The surprisingly interesting business of shock absorbers

To be honest, I did not expect shock absorbers to be a hotbed of innovation. When I searched for shock absorbers in Mergeflow, I expected to see known companies, mostly in the automotive space, and perhaps some incremental improvements here and there.

I was wrong. At least sort of.

The expected…

Well, I did see what I expected when I looked at markets in Mergeflow. Companies like Continental, Magneti Marelli, ThyssenKrupp, Schaeffler showed up. What I had not had on my radar, but what makes sense given the context, are companies that provide coatings. This included Atotech, Henkel, and PPG.

Looking at mainstream industry news also showed more or less what I expected, as shown in the screenshot below (company names identified by Mergeflow; bigger font size means that a company is mentioned more often in the context of shock absorbers):

traditional providers of shock absorbers include Royal Enfield, Brembo, Tenneco, Yamaha, and others.

…and the surprise

What I did not expect, and probably would have bet against, is finding venture-capital-funded companies in this area. But I found two; ClearMotion and SoftWheel. Let’s zoom in on them.


ClearMotion, at, received a Series C round of $100 Mio in February 2017. Investors include JP Morgan Asset Management, New Enterprise Associates, Qualcomm Ventures, World Innovation Lab, and Eileses Capital. No, not Continental, ThyssenKrupp, Royal Enfield.

ClearMotion’s core device is called Activalve, which in their technology page they describe as a “software-centric, electro-hydraulic device”. It uses a combination of software and electric motors to counterbalance disturbances caused by road conditions. According to ClearMotion, their device fits into standard car platforms.

Now, ClearMotion is not “only” a “device company”. It is also a “data company”. Their devices continually collect road condition data (screenshot below from ClearMotion’s website):

ClearMotion provides a completely new approach to shock absorber technology. ClearMotion's data collection enables new business models, based on road condition data available in real time.

From these data, ClearMotion can then create an extremely detailed road surface map. Including, if I understand it correctly, seasonal changes (dry, snow, rain, …). Just think of what one can do with such data, and what other business models this may enable.

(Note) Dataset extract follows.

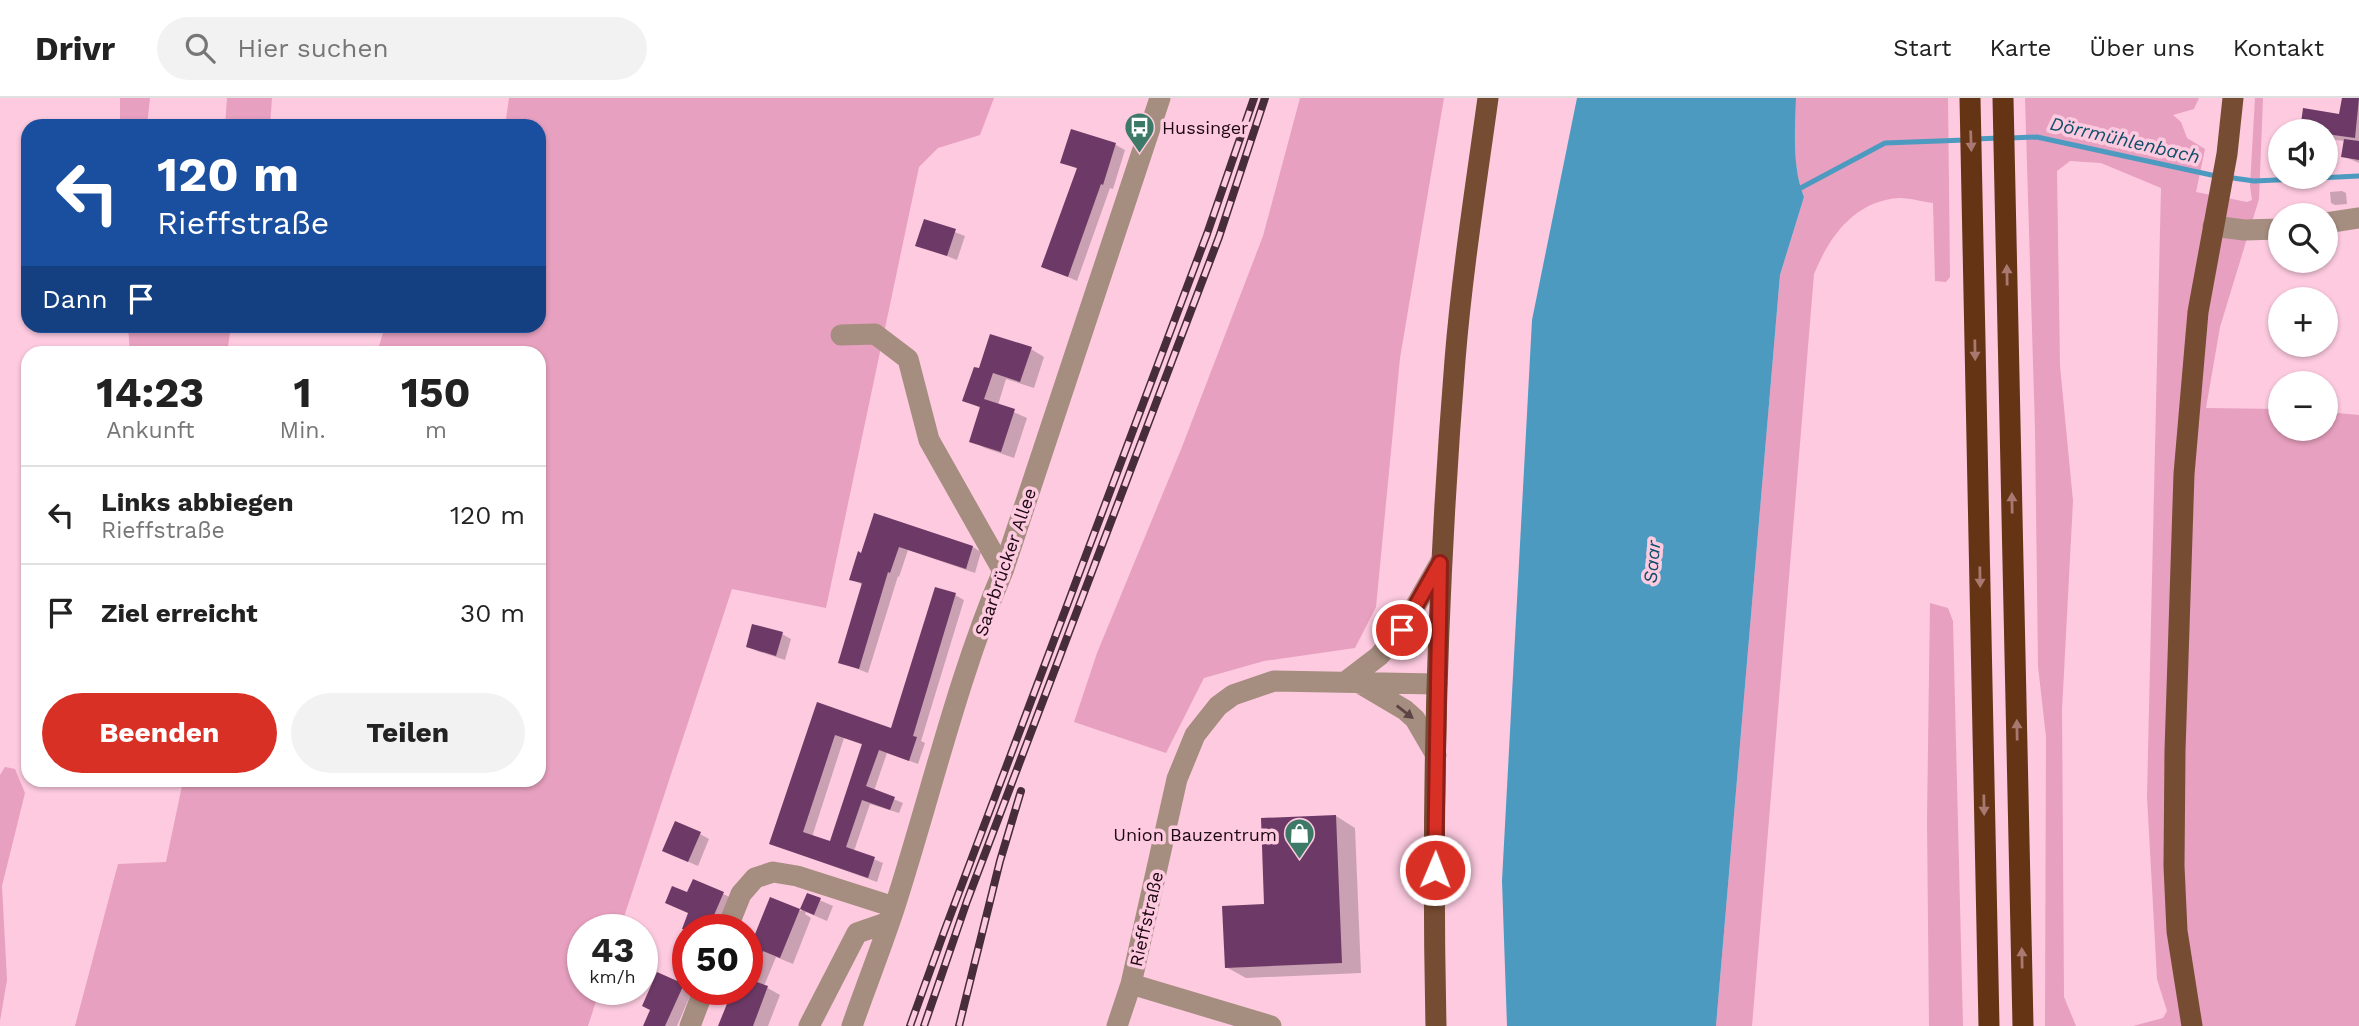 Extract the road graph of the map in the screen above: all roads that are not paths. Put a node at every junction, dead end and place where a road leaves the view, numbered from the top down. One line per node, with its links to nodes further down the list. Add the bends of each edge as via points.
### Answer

SoftWheel, at, raised $10 Mio, also in a Series C, in May 2017. Reports in Mergeflow did not specify who the investors are.

SoftWheel makes an in-wheel suspension system, which currently is available for wheelchairs, bicycles, and e-bikes. The wheel looks like this (screenshot from SoftWheel’s website):

Softwheel provides a new kind of shock absorber for bicycles.

Interestingly, a few months ago, SoftWheel struck a deal with Linamar, a big Canadian  manufacturer and supplier in the automotive industry. According to SoftWheel’s website, the automotive version of their system is currently under development.

SoftWheel’s design goal for their automotive system is to reduce what is called “unsprung mass”. Unsprung mass in a car is everything that is between the road and the suspension system, e.g. tires, rims, hubs, break discs, etc. (no, I did not know this before; I learned it from SoftWheel’s website). Lowering unsprung mass (in the case of SoftWheel, reducing it to only wheels and rims) reduces energy requirements (smoother ride means less energy consumption). Compared to traditional systems, theirs is also lighter, which also works toward energy efficiency, or range extension.

What have I learned?

Apart from now knowing what “unsprung mass” is, my personal takeaway message is that it pays off to sometimes check on taken-for-granted technologies, to see whether something new, non-obvious, is happening there. Also, if now somebody asked me for an example of “software eating the world”, I might tell them about ClearMotion.